Seventh Day Out. Do you know Philip Roth? Ella and I both have read a lot of current fiction over the years, especially her when she was taking those daily train rides to New York, but I've always had trouble with Roth. I like the idea of his fiction often more than I actually enjoy reading -- perhaps only one book read to the end and a couple started with the bookmark permanently stuck somewhere around Page 83. The lure is his intelligence and wit, the fact that he is one writer who still discusses ideas and philosophy in his novels. But at what length! Try reading Roth while you're in bed, and you're asleep before the first page is turned. Read him at the beach, and you find yourself flipping through pages of ideas in search of action -- or even a plot. Would someone walk by topless to detract our attention from the page?

But Roth is perfect, we find, as a road book, even if his obsession with body functions (or lack thereof) surpasses even the levels of my late mother-in-law. (I give you Mrs. Portnoy's liver.) Anyway, we are now into the second or third disc -- one would never find an abridged audio version of a Roth book -- of Exit Ghost. Roth's lengthy ruminations on the human condition (including stains) seem perfectly delightful as we weave our way through rush-hour traffic around Charleston en route to I-95 north. Zuckerman's dilemma -- or one of his dilemmas -- of wanting to pursue a young lady even though prostate surgery has left him both impotent and incontinent seems fascinating when you're starting off on a long drive. And how fitting it all seems when we have to temprarily stop the disc after finally finding a suitable rest stop on the long drive through the woods along I-26.

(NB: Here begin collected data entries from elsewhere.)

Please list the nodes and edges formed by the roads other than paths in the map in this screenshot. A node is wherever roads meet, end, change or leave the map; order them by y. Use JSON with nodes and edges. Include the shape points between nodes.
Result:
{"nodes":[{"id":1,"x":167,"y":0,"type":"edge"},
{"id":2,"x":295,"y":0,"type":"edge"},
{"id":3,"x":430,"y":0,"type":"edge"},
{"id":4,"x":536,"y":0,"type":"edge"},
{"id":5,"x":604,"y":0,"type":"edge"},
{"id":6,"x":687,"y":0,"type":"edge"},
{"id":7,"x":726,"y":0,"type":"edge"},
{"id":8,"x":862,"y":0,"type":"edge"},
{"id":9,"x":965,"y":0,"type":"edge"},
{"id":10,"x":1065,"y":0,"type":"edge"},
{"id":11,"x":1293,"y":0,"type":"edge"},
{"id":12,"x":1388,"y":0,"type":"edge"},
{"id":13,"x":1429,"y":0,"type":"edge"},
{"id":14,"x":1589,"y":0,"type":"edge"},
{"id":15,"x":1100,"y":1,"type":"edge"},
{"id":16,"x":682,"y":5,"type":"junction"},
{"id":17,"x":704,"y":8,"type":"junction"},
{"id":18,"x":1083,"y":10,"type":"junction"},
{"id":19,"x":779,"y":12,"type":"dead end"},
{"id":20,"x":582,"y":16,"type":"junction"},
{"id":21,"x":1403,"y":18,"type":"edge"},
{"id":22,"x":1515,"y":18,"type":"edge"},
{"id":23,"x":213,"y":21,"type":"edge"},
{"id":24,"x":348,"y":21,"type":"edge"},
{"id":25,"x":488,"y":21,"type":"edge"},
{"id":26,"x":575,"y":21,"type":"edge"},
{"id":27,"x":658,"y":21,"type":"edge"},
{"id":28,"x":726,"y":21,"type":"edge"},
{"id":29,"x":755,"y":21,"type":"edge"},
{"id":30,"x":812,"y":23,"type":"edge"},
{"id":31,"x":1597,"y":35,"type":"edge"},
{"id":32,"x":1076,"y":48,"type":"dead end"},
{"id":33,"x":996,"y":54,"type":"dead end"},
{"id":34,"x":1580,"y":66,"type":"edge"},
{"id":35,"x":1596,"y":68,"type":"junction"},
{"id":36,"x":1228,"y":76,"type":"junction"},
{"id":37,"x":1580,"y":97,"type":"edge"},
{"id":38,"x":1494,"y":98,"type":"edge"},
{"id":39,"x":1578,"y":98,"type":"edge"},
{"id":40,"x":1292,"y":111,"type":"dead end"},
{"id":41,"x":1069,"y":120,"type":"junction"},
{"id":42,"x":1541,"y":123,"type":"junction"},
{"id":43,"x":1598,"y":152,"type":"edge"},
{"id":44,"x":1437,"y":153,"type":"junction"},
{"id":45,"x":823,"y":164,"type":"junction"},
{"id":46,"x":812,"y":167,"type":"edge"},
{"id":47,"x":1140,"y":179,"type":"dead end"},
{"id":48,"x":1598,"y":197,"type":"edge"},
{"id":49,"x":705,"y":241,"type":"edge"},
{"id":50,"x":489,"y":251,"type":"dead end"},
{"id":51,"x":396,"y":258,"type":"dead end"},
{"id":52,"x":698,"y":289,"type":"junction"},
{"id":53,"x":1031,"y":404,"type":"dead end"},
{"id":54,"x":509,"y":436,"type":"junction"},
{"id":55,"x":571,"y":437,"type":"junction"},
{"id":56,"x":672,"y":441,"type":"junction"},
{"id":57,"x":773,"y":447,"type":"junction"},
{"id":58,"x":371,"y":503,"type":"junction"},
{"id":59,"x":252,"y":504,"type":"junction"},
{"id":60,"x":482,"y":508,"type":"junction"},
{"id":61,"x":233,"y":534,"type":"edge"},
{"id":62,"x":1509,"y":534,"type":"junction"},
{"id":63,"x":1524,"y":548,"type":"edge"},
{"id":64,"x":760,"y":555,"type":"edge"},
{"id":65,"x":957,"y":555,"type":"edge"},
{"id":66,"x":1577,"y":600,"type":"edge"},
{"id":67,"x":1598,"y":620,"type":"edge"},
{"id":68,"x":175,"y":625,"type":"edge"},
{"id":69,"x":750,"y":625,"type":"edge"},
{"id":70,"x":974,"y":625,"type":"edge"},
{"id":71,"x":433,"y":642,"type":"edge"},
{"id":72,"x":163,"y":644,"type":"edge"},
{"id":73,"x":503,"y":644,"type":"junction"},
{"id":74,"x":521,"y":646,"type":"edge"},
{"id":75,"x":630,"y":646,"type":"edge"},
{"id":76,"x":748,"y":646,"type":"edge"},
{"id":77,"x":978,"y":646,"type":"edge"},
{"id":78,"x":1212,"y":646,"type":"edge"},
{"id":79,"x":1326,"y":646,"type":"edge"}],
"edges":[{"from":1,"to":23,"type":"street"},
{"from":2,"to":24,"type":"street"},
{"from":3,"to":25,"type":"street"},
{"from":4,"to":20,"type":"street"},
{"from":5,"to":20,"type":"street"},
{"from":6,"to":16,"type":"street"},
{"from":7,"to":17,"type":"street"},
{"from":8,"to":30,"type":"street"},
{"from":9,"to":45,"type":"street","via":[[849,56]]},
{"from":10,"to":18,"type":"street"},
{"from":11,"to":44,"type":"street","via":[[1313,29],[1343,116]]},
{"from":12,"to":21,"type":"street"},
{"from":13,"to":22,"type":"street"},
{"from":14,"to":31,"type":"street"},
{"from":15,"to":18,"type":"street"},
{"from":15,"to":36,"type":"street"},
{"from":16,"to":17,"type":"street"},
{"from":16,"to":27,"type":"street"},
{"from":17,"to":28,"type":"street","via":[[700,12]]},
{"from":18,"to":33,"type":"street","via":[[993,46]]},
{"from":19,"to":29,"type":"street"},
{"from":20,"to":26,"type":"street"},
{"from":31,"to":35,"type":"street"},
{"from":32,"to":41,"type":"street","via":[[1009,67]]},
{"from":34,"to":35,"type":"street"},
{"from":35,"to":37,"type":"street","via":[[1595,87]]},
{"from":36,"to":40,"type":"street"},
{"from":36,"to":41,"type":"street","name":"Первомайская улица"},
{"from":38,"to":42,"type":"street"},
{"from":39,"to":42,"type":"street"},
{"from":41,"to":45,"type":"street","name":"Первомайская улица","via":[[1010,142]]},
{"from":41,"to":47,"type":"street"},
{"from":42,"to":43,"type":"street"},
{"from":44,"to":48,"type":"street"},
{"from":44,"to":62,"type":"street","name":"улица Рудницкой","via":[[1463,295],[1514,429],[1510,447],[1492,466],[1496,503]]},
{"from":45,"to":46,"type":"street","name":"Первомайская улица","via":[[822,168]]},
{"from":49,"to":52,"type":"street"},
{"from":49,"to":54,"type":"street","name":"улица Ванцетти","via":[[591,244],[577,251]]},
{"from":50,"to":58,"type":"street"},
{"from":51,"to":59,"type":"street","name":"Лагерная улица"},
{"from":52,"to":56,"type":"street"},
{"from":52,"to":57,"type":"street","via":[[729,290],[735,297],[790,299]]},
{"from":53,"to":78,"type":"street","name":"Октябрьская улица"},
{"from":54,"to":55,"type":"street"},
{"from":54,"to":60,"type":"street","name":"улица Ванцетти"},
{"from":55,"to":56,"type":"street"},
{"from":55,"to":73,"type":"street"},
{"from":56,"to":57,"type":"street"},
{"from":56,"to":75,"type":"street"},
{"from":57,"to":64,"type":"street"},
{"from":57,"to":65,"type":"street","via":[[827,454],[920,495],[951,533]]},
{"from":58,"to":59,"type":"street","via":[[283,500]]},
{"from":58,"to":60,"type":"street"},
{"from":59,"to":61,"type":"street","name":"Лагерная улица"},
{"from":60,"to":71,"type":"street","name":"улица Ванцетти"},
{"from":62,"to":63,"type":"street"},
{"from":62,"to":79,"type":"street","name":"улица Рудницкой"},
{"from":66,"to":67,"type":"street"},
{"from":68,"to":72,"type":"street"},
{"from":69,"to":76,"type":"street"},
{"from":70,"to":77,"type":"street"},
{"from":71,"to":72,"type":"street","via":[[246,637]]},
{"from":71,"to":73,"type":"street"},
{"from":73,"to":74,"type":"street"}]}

We have decided to power through on the 10 or so hours that it will take us to get home tonight, and not stop in Virginia for an early evening and a two-hour final drive on Saturday morning as we had originally considered. We want our own bed and to reunite with our six yard cats, whom, we are convinced, can't wait another night without us.

As we turn off I-95 on US 301 then merge west of Annapolis with US 50, we begin to encounter weekend traffic from Washington for the Eastern Shore and the Maryland and Delaware beaches. Years ago, when there was only one two-lane bridge crossing the Chesapeake Bay, traffic would back up for hours. We find that it still does -- or at least the better part of an hour -- although there is now a second, multi-land span. Then the traffic gradually starts moving, first in fits and starts, then in a mad rush like a drain clog that has been loosened by the plumber's friend. I hate the new bridge -- it is higher and more exposed -- but traffic going east crosses the old one, so I am not too concerned about my acrophobia kicking in.

But as I go rapidly through the E-ZPass lane, we are diverted as a reward unto the right lane of new bridge, overlooking the cargo ships miles below heading for their berths in Baltimore. Meanwhile, west-bound traffic hurtles toward me inthe adjoining lane. Where are the distractions of Zuckerman's complaints when I need him? Several minutes later and safely across, I am sure than my fingerprints could be lifted from the underside of the steeing wheel without the need for any forensic dusting.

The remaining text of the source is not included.